Orin la observó en silencio durante un largo momento. Luego, una sonrisa lenta se abrió paso entre su barba.
—Bien. Al menos no eres solo un adorno con un patrón poderoso. —Se levantó y se acercó a ella—. Aquí, ni tu patrocinador ni tu medallón te salvarán de un suspenso. Aquí se valora el conocimiento, la disciplina y la innovación. Ruman dice que eres una joya sin pulir. Demuéstralo. —Le tendió un horario grabado en una delgada lámina de metal—. Tus clases empiezan mañana. No llegues tarde.
Finn la guió fuera de la oficina, su rostro era una mueca de alegría.
—¡Lo hiciste genial! A Orin no le gusta nadie. Bueno, a casi nadie le gusta, pero eso es otra historia.
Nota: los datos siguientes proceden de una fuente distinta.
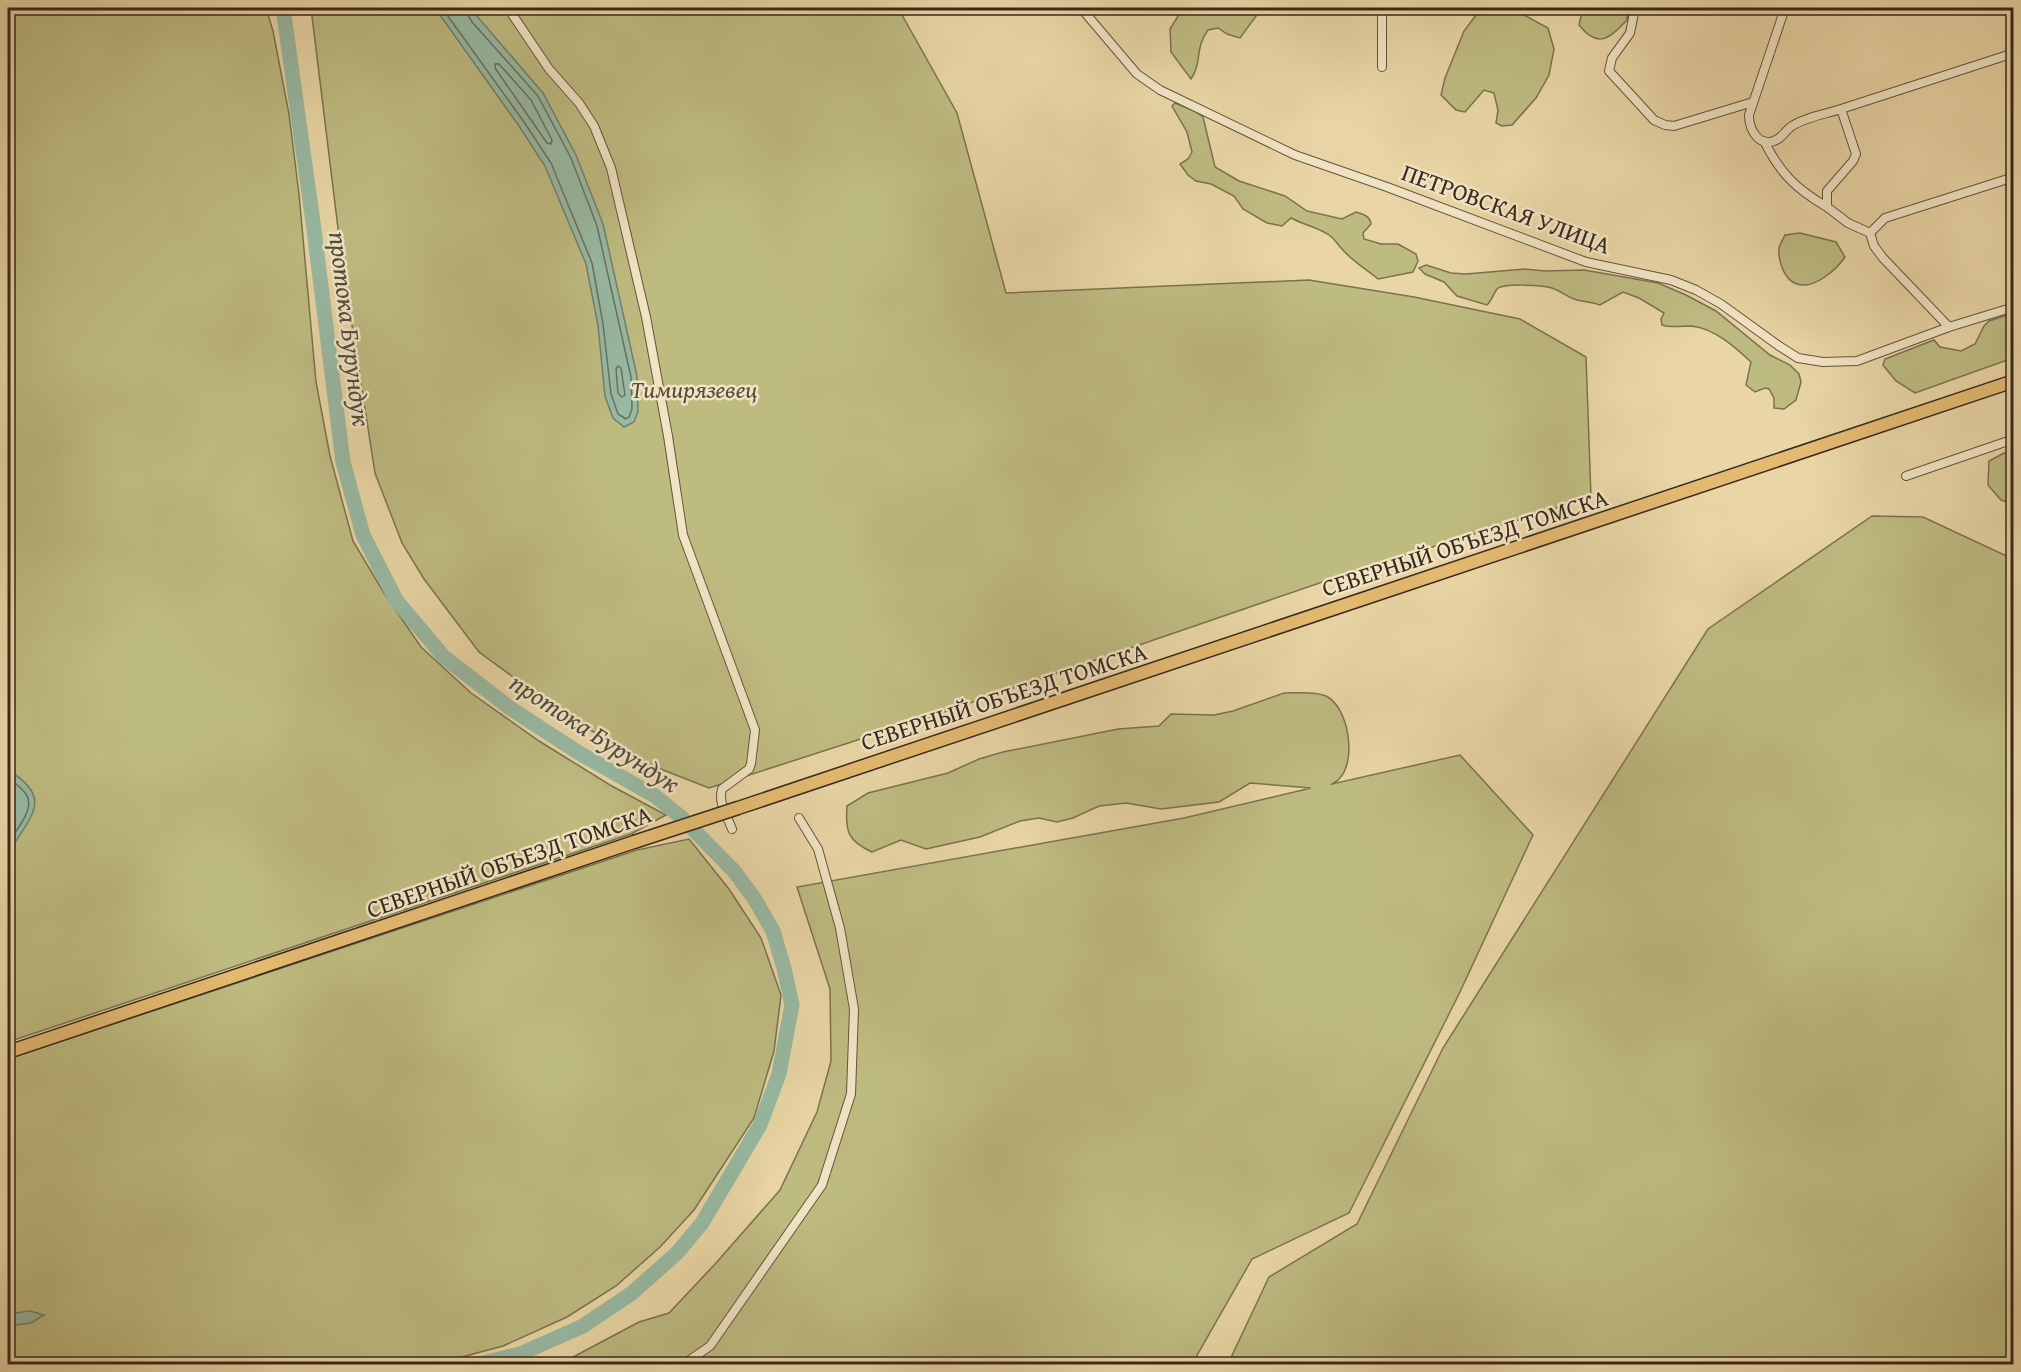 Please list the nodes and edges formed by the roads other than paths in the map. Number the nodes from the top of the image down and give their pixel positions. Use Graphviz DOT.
graph roads {
  1 [pos="508,8"];
  2 [pos="1081,8"];
  3 [pos="1382,8"];
  4 [pos="1635,8"];
  5 [pos="1785,8"];
  6 [pos="2013,53"];
  7 [pos="1382,67"];
  8 [pos="1753,102"];
  9 [pos="1841,109"];
  10 [pos="1764,141"];
  11 [pos="2013,177"];
  12 [pos="1827,207"];
  13 [pos="1870,233"];
  14 [pos="2013,307"];
  15 [pos="1949,327"];
  16 [pos="2013,381"];
  17 [pos="2013,439"];
  18 [pos="1906,476"];
  19 [pos="799,818"];
  20 [pos="732,829"];
  21 [pos="8,1052"];
  22 [pos="684,1365"];
  1 -- 20 [label="street"];
  2 -- 15 [label="street, ПЕТРОВСКАЯ УЛИЦА"];
  3 -- 7 [label="street"];
  4 -- 8 [label="street"];
  5 -- 8 [label="street"];
  6 -- 9 [label="street"];
  8 -- 10 [label="street"];
  9 -- 10 [label="street"];
  9 -- 12 [label="street"];
  10 -- 12 [label="street"];
  11 -- 13 [label="street"];
  12 -- 13 [label="street"];
  13 -- 15 [label="street"];
  14 -- 15 [label="street, ПЕТРОВСКАЯ УЛИЦА"];
  16 -- 21 [label="main road, СЕВЕРНЫЙ ОБЪЕЗД ТОМСКА, bridge"];
  17 -- 18 [label="street"];
  19 -- 22 [label="street"];
}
La llevó a sus nuevas habitaciones en la Residencia de los Estudiantes de Alto Potencial. No era la suite lujosa que Lysandra probablemente ocupaba, pero era amplia, con su propio pequeño balcón que daba a los jardines botánicos y un escritorio de roble lleno de material de papelería de calidad.
Cuando Finn se fue, prometiendo encontrarla para el desayuno, Elara se quedó sola. Se acercó al espejo de éter adosado a la pared. La mujer que la miraba de vuelta llevaba ropas finas, tenía un techo seguro sobre su cabeza y un futuro claro por delante. Pero sus ojos todavía guardaban el eco de la chica que recolectaba hierbas en la montaña, la que temía por su vida cada año, la que cargaba con secretos que podían destruirla.
Alzó la mano y tocó el medallón. Era frío. Un recordatorio de Ruman, de su protección, de su expectativa. Pero también era un recordatorio de que, a partir de hoy, sus logros y sus fracasos serían suyos. El Archimago le había abierto la puerta, pero ella tendría que cruzar el umbral dorado por sus propios medios. Y mientras miraba su reflejo, supo con una determinación que le ardía en el pecho, que no solo iba a cruzar esa puerta. Iba a dejar su propia marca en el otro lado.